The story of peak oil
"Our civilization rests upon a technological base which requires enormous quantities of fossil fuels. What assurance do we then have that our energy needs will continue to be supplied by fossil fuels: The answer is - in the long run - none... In the face of the basic fact that fossil fuel reserves are finite, the exact length of time these reserves will last is important in only one respect: the longer they last, the more time we have, to invent ways of living off renewable or substitute energy sources and to adjust our economy to the vast changes which we can expect from such a shift." -- U.S. Admiral Hyman Rickover, May 14, 1957.
Admiral Rickover's 1957 speech, Energy Resources and Our Future, was likely inspired by a prediction made in 1956 by M. King Hubbert, then a senior geologist with Shell oil. Hubbert predicted that the United States production of oil (in the lower 48 states) would peak between 1965 and 1970 and then begin an irreversible decline. To put this in perspective, the United States was the world's leading producer of oil at the time.
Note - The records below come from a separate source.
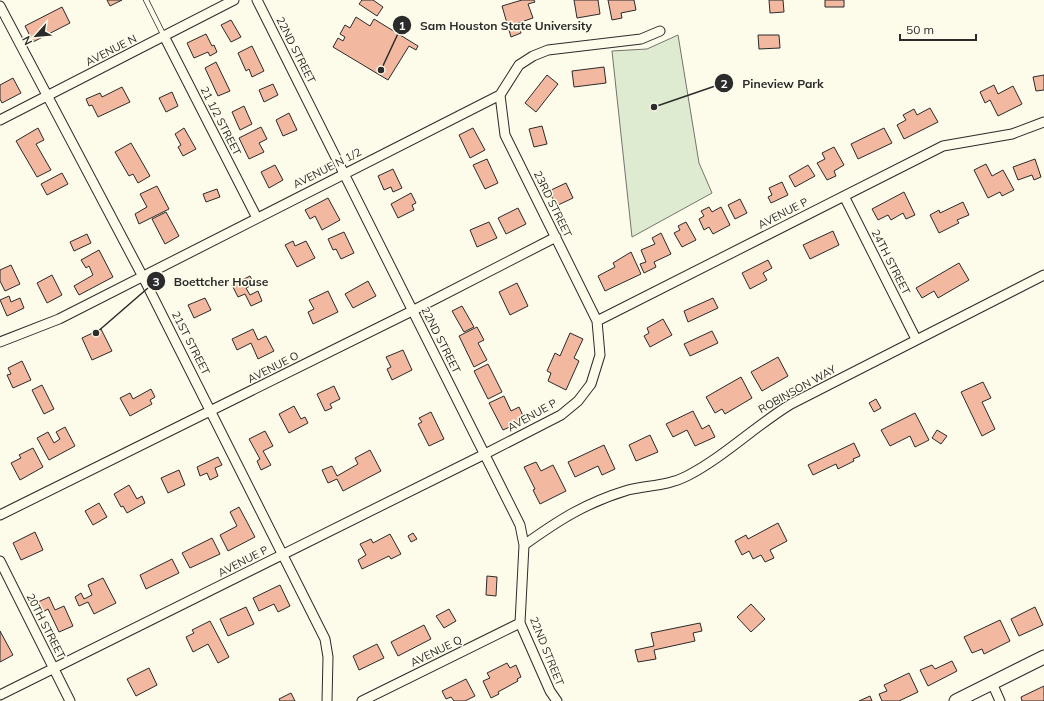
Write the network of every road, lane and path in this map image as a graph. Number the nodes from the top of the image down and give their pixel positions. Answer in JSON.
{"nodes":[{"id":1,"x":146,"y":0,"type":"edge"},
{"id":2,"x":234,"y":0,"type":"edge"},
{"id":3,"x":257,"y":0,"type":"edge"},
{"id":4,"x":0,"y":6,"type":"edge"},
{"id":5,"x":660,"y":31,"type":"dead end"},
{"id":6,"x":164,"y":36,"type":"junction"},
{"id":7,"x":500,"y":94,"type":"junction"},
{"id":8,"x":48,"y":96,"type":"junction"},
{"id":9,"x":0,"y":120,"type":"edge"},
{"id":10,"x":1044,"y":122,"type":"edge"},
{"id":11,"x":344,"y":172,"type":"junction"},
{"id":12,"x":844,"y":196,"type":"junction"},
{"id":13,"x":257,"y":218,"type":"junction"},
{"id":14,"x":556,"y":237,"type":"junction"},
{"id":15,"x":1044,"y":275,"type":"edge"},
{"id":16,"x":143,"y":277,"type":"junction"},
{"id":17,"x":412,"y":311,"type":"junction"},
{"id":18,"x":597,"y":320,"type":"junction"},
{"id":19,"x":916,"y":339,"type":"junction"},
{"id":20,"x":0,"y":342,"type":"edge"},
{"id":21,"x":212,"y":411,"type":"junction"},
{"id":22,"x":485,"y":454,"type":"junction"},
{"id":23,"x":0,"y":515,"type":"edge"},
{"id":24,"x":524,"y":545,"type":"junction"},
{"id":25,"x":282,"y":554,"type":"junction"},
{"id":26,"x":0,"y":561,"type":"edge"},
{"id":27,"x":520,"y":623,"type":"junction"},
{"id":28,"x":1044,"y":657,"type":"edge"},
{"id":29,"x":54,"y":668,"type":"junction"},
{"id":30,"x":992,"y":683,"type":"junction"},
{"id":31,"x":0,"y":695,"type":"edge"},
{"id":32,"x":70,"y":701,"type":"edge"},
{"id":33,"x":327,"y":701,"type":"edge"},
{"id":34,"x":362,"y":701,"type":"edge"},
{"id":35,"x":557,"y":701,"type":"edge"},
{"id":36,"x":956,"y":701,"type":"edge"},
{"id":37,"x":1000,"y":701,"type":"edge"}],
"edges":[{"from":1,"to":6,"type":"lane"},
{"from":2,"to":6,"type":"street","name":"AVENUE N"},
{"from":3,"to":11,"type":"street","name":"22ND STREET"},
{"from":4,"to":8,"type":"street","name":"21ST STREET"},
{"from":5,"to":7,"type":"street"},
{"from":6,"to":8,"type":"street","name":"AVENUE N"},
{"from":6,"to":13,"type":"street","name":"21 1/2 STREET"},
{"from":7,"to":11,"type":"street","name":"AVENUE N 1/2"},
{"from":7,"to":14,"type":"street","name":"23RD STREET"},
{"from":8,"to":9,"type":"street","name":"AVENUE N"},
{"from":8,"to":16,"type":"street","name":"21ST STREET"},
{"from":10,"to":12,"type":"street","name":"AVENUE P"},
{"from":11,"to":13,"type":"street","name":"AVENUE N 1/2"},
{"from":11,"to":17,"type":"street","name":"22ND STREET"},
{"from":12,"to":18,"type":"street","name":"AVENUE P"},
{"from":12,"to":19,"type":"street","name":"24TH STREET"},
{"from":13,"to":16,"type":"street","name":"AVENUE N 1/2"},
{"from":14,"to":17,"type":"street","name":"AVENUE O"},
{"from":14,"to":18,"type":"street","name":"23RD STREET"},
{"from":15,"to":19,"type":"street","name":"ROBINSON WAY"},
{"from":16,"to":20,"type":"street","name":"AVENUE N 1/2"},
{"from":16,"to":21,"type":"street","name":"21ST STREET"},
{"from":17,"to":21,"type":"street","name":"AVENUE O"},
{"from":17,"to":22,"type":"street","name":"22ND STREET"},
{"from":18,"to":22,"type":"street","name":"AVENUE P"},
{"from":19,"to":24,"type":"street","name":"ROBINSON WAY"},
{"from":21,"to":23,"type":"street","name":"AVENUE O"},
{"from":21,"to":25,"type":"street","name":"21ST STREET"},
{"from":22,"to":24,"type":"street","name":"22ND STREET"},
{"from":22,"to":25,"type":"street","name":"AVENUE P"},
{"from":24,"to":27,"type":"street","name":"22ND STREET"},
{"from":25,"to":29,"type":"street","name":"AVENUE P"},
{"from":25,"to":33,"type":"street","name":"21ST STREET"},
{"from":26,"to":29,"type":"street","name":"20TH STREET"},
{"from":27,"to":34,"type":"street","name":"AVENUE Q"},
{"from":27,"to":35,"type":"street","name":"22ND STREET"},
{"from":28,"to":30,"type":"street"},
{"from":29,"to":31,"type":"street","name":"AVENUE P"},
{"from":29,"to":32,"type":"street","name":"20TH STREET"},
{"from":30,"to":36,"type":"street"},
{"from":30,"to":37,"type":"street"}]}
Perhaps the most interesting aspect of this story is the reaction that Hubbert's prediction engendered. It was widely rejected by geologists, politicians and others, particularly as it didn't seem to immediately come true. As Matt Simmons explains "By the late 60's, Dr Hubbert had fallen into such disrepute that he'd become almost a joke... one of the classic reasons that people dumped all over Hubbert was that in 1970 when we were supposed to quote "run out" we had never produced more oil - the year we peaked." By 1981, the price of oil had increased ten-fold and US production had decreased by almost 30% from a decade earlier, despite drilling four times as many oil wells. US production has continued to decline ever since. In Hindsight, Hubbert had got it exactly right.
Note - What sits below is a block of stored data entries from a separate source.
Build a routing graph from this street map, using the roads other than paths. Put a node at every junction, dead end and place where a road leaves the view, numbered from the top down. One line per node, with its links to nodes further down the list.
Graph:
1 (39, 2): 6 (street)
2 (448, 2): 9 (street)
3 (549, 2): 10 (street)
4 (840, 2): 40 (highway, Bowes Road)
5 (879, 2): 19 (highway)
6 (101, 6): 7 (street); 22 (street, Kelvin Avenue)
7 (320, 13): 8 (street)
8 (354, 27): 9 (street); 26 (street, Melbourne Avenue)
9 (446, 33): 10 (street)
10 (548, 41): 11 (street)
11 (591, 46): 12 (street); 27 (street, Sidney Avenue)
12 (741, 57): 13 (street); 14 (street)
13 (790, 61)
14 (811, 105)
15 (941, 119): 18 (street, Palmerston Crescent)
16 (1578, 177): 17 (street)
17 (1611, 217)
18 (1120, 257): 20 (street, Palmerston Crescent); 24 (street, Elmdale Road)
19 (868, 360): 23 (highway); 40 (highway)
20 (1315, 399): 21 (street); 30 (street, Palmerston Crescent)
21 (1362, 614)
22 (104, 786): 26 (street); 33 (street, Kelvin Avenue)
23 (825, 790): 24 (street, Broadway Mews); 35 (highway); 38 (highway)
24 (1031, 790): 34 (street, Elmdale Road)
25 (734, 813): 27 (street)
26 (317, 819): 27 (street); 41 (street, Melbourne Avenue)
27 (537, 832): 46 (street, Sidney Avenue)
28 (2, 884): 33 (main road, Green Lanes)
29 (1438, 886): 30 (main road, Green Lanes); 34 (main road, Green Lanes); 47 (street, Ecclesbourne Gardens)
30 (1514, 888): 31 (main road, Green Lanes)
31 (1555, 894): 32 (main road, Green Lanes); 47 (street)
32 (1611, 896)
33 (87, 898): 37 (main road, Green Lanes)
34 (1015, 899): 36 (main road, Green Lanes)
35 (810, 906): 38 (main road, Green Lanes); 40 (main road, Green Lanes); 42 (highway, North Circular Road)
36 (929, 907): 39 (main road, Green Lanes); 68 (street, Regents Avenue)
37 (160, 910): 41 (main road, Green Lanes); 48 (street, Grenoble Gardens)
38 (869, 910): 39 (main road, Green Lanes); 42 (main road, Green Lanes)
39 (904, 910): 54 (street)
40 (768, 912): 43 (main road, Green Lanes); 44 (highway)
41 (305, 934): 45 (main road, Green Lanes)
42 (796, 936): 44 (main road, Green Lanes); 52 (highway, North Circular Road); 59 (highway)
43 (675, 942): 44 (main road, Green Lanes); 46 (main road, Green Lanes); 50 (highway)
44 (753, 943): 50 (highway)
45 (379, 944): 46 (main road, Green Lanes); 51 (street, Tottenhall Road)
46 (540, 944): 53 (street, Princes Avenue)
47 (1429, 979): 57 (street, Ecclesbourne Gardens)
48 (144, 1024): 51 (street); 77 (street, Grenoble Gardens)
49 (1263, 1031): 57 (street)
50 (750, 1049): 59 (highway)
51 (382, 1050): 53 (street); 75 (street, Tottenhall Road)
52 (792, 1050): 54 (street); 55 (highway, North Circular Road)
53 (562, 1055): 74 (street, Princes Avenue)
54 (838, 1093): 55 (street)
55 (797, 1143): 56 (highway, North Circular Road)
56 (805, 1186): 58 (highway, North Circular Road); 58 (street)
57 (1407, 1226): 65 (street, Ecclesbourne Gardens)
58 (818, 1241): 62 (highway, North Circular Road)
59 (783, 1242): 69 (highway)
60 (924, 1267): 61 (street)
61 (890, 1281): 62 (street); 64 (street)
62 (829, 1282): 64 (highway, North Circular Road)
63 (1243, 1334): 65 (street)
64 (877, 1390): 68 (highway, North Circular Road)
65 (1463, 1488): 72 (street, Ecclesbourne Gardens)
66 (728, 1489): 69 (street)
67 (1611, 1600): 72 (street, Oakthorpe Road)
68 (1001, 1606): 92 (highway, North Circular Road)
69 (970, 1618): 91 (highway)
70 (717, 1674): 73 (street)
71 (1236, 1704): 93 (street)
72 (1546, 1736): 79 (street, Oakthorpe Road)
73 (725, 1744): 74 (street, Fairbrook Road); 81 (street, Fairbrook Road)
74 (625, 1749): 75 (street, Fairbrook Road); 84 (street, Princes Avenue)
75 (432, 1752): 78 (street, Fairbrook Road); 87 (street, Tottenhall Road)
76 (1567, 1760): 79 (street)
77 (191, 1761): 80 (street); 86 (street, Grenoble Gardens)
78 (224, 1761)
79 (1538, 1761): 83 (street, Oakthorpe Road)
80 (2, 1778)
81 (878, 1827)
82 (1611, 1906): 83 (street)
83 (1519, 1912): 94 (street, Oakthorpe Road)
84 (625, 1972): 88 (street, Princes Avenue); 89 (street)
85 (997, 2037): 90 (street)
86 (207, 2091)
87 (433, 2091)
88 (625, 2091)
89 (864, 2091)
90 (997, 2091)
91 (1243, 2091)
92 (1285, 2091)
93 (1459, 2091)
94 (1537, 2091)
The energy crises of 1973 and 1979, although often considered political in origin, can be directly attributed to growing US dependence on middle-east oil as domestic production declined. The lesson we might have learned from these energy crises was that fossil fuels are finite, and as a society we aren't very good at acknowledging when we are approaching the limits. Instead, as the 1970's oil crises headed into the 1980's oil glut, we took a very different lesson: ‘the markets will provide.' Price increases will lead to greater production, balancing the supply-demand equation. In the 1980's increased global oil production replaced declining US production. But when global oil production peaks and declines, it's not clear what the market will provide. That may happen very soon.
Here are the facts: crude oil production has remained flat or declined since 2005, despite record high oil prices. Oil production has peaked and is in decline in at least 33 of the 48 largest oil-producing countries in the world. Global oil discoveries peaked in the 1960's and we've been using more oil than we've been finding every single year since the mid-1980's. Almost all credible sources have global oil peaking and declining no later than 2030. Many experts now believe that we have already reached the peak or will in the next five years or less. This latter group includes Matt Simmons, T. Boone Pickens, Colin Campbell and others.
The debate about when we will peak may be beside the point. With the most optimistic scenarios predicting we will start running out of oil in 20 years, Admiral Rickover's perspective seems apt when he stated the exact length of time fossil fuel reserves will last is important only with respect to how long we have to transition to other energy sources. In fact, these were the conclusions of a report issued in 2005 by the US Department of Energy, Peaking of World Oil Production: Impacts, Mitigation, and Risk Management. The report states that "The peaking of world oil production presents the U.S. and the world with an unprecedented risk management problem... without timely mitigation, the economic, social, and political costs will be unprecedented. Viable mitigation options exist on both the supply and demand sides, but to have substantial impact, they must be initiated more than a decade in advance of peaking."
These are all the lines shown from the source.